C'est pourquoi, après avoir recommandé à Mathelet, votre soldat, de
bien brosser votre grand uniforme, parce que c'est demain jour de
bataille. Je me suis esquivé tout doucement du camp, armé seulement
de mon sabre ; et j'ai pris à travers les haies pour être plus
tôt au camp des Anglais. Je n'étais pas encore aux premiers
retranchements quand, avec votre permission, mon capitaine, dans un
petit bois sur la gauche, j'ai vu un grand attroupement de soldats
rouges. Je me suis avancé pour flairer ce que c'était, et, comme
ils ne prenaient pas garde à moi, j'ai aperçu au milieu d'eux Rask
attaché à un arbre, tandis que deux milords, nus jusqu'ici comme
des païens, se donnaient sur les os de grands coups de poing qui
faisaient autant de bruit que la grosse caisse d'une demi-brigade.
C'étaient deux particuliers anglais, s'il vous plaît, qui se
battaient en duel pour votre chien. Mais voilà Rask qui me voit, et
qui donne un tel coup de collier que la corde casse, et que le
drôle est en un clin d'œil sur mes trousses. Vous pensez bien que
toute l'autre bande ne reste pas en arrière. Je m'enfonce dans le
bois. Rask me suit. Plusieurs balles sifflent à mes oreilles. Rask
aboyait ; mais heureusement ils ne pouvaient l'entendre à
cause de leurs cris de French dog ! French dog ! comme si
votre chien n'était pas un beau et bon chien de Saint-Domingue.

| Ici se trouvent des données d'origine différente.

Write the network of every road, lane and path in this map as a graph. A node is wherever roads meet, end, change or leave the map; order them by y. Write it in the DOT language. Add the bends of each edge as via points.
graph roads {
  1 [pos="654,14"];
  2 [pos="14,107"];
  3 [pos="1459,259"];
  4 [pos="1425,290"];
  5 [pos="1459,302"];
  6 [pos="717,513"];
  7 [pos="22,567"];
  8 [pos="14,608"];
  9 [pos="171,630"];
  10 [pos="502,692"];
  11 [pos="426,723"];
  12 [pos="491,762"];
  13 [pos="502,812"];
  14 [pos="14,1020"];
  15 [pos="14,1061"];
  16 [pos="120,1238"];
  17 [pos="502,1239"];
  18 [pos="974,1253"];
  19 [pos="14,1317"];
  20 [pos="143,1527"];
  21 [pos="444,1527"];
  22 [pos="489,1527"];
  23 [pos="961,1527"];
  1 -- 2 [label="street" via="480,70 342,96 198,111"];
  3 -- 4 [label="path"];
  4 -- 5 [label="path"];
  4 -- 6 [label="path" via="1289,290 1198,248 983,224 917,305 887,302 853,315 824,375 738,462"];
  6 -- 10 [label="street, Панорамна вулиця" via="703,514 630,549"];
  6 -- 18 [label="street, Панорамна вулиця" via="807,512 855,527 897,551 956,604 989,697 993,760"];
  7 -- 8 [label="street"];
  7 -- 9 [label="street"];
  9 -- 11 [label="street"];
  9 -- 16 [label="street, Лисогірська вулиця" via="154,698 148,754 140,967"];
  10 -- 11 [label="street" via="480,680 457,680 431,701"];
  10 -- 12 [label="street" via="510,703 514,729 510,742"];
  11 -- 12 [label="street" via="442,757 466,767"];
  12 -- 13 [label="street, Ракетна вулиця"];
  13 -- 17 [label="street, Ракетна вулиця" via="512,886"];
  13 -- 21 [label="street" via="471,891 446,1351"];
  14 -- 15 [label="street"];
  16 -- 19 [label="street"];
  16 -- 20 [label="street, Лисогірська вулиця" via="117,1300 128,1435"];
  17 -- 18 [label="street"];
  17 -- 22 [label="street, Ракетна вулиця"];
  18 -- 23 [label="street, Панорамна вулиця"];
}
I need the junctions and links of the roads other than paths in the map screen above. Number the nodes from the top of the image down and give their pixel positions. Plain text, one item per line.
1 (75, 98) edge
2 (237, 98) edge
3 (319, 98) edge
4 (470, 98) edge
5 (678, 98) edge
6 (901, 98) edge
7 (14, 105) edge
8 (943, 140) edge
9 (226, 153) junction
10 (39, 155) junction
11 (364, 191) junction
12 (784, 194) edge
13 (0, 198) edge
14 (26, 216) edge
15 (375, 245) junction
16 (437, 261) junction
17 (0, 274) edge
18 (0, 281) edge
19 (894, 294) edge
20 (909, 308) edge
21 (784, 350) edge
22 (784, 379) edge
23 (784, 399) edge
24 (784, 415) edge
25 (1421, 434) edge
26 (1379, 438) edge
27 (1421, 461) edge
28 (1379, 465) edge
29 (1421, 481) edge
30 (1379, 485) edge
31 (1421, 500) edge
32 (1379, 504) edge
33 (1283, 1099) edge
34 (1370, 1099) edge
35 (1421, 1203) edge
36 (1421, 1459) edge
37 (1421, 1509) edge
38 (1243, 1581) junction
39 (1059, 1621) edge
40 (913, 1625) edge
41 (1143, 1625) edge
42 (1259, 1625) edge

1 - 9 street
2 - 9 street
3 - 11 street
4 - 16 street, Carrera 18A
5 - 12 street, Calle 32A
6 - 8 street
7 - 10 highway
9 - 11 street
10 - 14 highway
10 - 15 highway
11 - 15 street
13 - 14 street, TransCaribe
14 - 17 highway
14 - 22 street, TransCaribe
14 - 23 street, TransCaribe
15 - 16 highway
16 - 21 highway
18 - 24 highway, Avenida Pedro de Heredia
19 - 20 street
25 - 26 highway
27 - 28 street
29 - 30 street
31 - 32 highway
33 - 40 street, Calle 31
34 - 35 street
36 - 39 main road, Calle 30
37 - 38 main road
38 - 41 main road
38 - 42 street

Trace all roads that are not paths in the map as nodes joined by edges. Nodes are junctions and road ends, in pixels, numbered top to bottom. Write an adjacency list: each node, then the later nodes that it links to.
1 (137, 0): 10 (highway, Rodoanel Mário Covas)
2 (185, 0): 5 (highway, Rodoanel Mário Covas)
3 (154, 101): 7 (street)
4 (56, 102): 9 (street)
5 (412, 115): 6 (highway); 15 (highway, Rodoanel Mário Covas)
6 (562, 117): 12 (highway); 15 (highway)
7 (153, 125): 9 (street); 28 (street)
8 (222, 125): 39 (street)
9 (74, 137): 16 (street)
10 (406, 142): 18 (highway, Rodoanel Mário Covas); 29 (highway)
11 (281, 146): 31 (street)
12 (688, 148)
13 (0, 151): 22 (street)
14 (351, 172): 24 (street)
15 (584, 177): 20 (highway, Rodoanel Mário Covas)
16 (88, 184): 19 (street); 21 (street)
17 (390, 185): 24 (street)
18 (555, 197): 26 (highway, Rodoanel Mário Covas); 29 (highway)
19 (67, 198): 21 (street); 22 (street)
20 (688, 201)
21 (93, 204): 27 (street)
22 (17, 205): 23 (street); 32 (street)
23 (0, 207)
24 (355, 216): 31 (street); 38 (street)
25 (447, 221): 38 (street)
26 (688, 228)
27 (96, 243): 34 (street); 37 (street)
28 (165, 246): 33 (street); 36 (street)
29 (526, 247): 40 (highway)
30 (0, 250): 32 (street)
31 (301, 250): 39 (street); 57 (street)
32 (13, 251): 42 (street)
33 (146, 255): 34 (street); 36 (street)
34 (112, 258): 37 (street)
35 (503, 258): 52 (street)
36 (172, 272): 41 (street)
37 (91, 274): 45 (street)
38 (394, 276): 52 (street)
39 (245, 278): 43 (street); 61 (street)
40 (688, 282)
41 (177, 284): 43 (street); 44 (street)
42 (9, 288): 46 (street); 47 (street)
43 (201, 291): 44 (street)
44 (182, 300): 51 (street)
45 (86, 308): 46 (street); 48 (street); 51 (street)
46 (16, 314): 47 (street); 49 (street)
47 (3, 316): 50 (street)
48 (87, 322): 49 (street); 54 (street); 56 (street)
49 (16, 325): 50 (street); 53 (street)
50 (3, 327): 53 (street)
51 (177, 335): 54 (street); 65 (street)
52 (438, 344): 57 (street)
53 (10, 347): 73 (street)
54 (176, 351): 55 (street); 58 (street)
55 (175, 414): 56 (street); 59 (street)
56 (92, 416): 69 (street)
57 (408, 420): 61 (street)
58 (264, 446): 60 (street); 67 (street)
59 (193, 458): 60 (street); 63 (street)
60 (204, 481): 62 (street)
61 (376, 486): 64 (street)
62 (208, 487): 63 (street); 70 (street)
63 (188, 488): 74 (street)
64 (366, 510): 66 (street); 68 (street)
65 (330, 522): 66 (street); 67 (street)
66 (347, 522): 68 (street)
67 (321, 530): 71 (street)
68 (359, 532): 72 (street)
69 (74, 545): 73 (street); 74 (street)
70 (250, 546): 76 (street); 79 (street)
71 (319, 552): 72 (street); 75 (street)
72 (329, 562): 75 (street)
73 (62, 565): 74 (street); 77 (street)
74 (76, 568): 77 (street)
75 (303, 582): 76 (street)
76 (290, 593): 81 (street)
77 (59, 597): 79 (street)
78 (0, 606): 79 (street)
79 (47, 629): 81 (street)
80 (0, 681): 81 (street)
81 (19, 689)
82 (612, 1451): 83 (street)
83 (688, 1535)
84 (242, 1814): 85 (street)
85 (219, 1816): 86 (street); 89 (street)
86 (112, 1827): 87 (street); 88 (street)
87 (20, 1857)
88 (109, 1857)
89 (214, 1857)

N'importe, je traverse le hallier, et j'étais près d'en sortir
quand deux rouges se présentent devant moi. Mon sabre me débarrasse
de l'un, et m'aurait sans doute délivré de l'autre. si son pistolet
n'eût été chargé à balle. Vous voyez mon bras droit. –
N'importe ! French dog lui a sauté au cou, comme une ancienne
connaissance, et je vous réponds que l'embrassement a été rude…
l'Anglais est tombé étranglé. – Aussi pourquoi ce diable d'homme
s'acharnait-il après moi, comme un pauvre après un
séminariste ! Enfin, Thad est de retour au camp, et Rask
aussi. Mon seul regret, c'est que le Bon Dieu n'ait pas voulu
m'envoyer plutôt cela à la bataille de demain. – Voilà !
Les traits du vieux sergent s'étaient
rembrunis à l'idée de n'avoir point eu sa blessure dans une
bataille.
– Thadée !… cria le capitaine d'un ton
irrité. Puis il ajouta plus doucement : – Comment es-tu fou à
ce point de t'exposer ainsi. – pour un chien ?
– Ce n'était pas pour un chien, mon capitaine,
c'était pour Rask.
Le visage de d'Auverney se radoucit tout à
fait. Le sergent continua :
– Pour Rask, le dogue de Bug…
– Assez ! assez ! mon vieux Thad,
cria le capitaine en mettant la main sur ses yeux. – Allons,
ajouta-t-il après un court silence, appuie-toi sur moi, et viens à
l'ambulance.
Thadée obéit après une résistance
respectueuse. Le chien qui, pendant cette scène, avait à moitié
rongé de joie la belle peau d'ours de son maître, se leva et les
suivit tous deux.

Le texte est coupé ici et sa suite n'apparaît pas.